EHRs ensure that there is no need for physical paperwork to be filled for each patient. With electronic storage all the physical files are eliminated and all the data can be easily accessed with the touch of a button (Tiwari et al., 2018). The loss of patient records is eliminated too. In the past it was not unusual for some of the patient charts to be unavailable at a given time. This delayed attendance to the patient and care was impacted. With EHR a physician can even access patient records remotely. The amount of space needed to store physical files is reduced and this space can be used for other purposes (Tiwari et al., 2018).
Clinician burnout due to EHR
This arises from the increased demands in the clinician to enter data into the EHR system (Downing, Bates, & Longhurst, 2018). This decreases job satisfaction as one spend more time entering data and less time interacting with the patients. There are increased data entry demands on the clinician since they have to ensure that they have filled out all the fields when they are attending to a patient. It has been noted that using a EHR has detracted most clinicians from their professional satisfaction and contributed to their burnout (Casalino & Chenven, 2017).
Computerized physician order.
This allows physicians to enter lab and imaging requests, prescriptions, and other notices electronically, which reduces the errors of hand writing (Harle et al., 2016). With this model the amount of errors is reduced as the orders can be visibly read and acted upon. Other physicians within the organization who are attending to the patient have access to the data and the chances of them duplicating orders is reduced (Tiwari et al., 2018).
Poor Return On Investment
In the push for EHR the government and other stakeholders encourage its adoption with the claim that the organization will improve its efficiency and its revenues will increase too (Downing et al., 2018). This will offset the initial investment costs that are linked to adopting EHR. However, as time passes most organizations are discovering that the ROI gains promised are not feasible or did not materialize. Many practices have discovered this the hard way.

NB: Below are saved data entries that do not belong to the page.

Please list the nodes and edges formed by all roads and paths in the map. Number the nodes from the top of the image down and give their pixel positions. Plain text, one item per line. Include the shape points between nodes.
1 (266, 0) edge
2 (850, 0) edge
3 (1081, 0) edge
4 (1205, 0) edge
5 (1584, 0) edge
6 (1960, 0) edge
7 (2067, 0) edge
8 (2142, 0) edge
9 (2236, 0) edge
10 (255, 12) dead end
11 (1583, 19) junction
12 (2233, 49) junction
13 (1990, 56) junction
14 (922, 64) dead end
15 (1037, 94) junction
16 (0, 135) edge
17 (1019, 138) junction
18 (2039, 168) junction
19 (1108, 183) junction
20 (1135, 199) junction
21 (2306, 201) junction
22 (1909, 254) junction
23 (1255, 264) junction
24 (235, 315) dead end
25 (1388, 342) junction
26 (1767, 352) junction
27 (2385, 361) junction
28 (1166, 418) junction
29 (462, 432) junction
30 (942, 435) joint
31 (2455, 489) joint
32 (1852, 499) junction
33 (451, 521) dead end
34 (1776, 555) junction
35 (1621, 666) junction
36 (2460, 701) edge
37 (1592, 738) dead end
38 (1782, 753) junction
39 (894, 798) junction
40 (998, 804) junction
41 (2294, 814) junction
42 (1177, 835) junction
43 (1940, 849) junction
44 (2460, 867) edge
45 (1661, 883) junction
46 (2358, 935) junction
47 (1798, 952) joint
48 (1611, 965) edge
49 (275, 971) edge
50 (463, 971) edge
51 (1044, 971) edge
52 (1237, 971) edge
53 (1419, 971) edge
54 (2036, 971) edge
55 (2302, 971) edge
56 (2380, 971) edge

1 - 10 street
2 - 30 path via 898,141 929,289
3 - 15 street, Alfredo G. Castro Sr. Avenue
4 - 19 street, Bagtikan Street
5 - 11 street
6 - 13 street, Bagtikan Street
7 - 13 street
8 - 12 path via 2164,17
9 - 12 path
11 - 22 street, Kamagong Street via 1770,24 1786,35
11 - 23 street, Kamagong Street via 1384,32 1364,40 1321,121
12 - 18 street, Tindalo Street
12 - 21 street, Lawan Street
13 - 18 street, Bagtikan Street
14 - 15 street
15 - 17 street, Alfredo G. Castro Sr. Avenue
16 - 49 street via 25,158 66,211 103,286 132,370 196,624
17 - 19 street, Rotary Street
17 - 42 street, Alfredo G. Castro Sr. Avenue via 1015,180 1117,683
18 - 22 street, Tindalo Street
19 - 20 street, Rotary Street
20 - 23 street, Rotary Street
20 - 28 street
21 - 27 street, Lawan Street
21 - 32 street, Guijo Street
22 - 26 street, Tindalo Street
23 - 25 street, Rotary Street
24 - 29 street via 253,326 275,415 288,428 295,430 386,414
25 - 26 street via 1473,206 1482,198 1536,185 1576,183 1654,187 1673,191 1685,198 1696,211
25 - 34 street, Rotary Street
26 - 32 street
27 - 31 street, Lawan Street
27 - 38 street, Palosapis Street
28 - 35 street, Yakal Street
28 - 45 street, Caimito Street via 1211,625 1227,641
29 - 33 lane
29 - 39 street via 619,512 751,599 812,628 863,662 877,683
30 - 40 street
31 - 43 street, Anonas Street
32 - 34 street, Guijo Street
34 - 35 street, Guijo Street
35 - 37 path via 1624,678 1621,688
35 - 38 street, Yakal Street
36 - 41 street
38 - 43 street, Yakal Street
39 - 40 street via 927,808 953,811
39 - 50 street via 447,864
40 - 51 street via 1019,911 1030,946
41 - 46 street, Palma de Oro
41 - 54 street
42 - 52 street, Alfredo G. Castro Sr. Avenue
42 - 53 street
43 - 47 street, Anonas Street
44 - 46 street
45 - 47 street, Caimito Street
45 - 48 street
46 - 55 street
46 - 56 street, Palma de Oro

Meaningful Use and the HITECH Act
Engage patients and families in their health
As an APN this role will demand more interaction with the patients. There is a need to engage with the patient not only to establish what their ailment is but to also establish if they have the support system needed outside the healthcare facility. Understanding patient background and health needs are vital as this ensures that one can have a holistic view of the patient's health environment (Tiase, Hull, Troseth, & Schnall, 2018). It also improves patient education, which is vital for the patient as they will better understand what is required of them and how best they can care for themselves. There is a limited amount of time that one can spend with an individual patient and this objective will be hard to maintain as some patients might not be effective communicators. Therefore, one should ensure that they do not lose focus on what is vital even if they have spent too much time with the patient. The most important thing is to ensure that the patient is satisfied and he or she has understood the treatment plan and how to care for his or her health.
Improve care coordination
Using an EHR it is now much easy to coordinate the care of patients. As an APN one needs to log into the EHR system and check on the status of patients and the recommended treatment plans. There will be information regarding what prescriptions have been administered and what has not been done. This way the possibility of errors is reduced and patient care is improved (Marek, Stetzer, Adams, & Kelly, 2018). Providers can also share information about a patient within the same organization and the information is accessible instantly. With proper coordination, a nurse in one department will get the information needed to continue caring for a patient who has come from a different department. Patient errors are reduced as all information is located in a central location and one can see what medications have been administered and the time they were administered.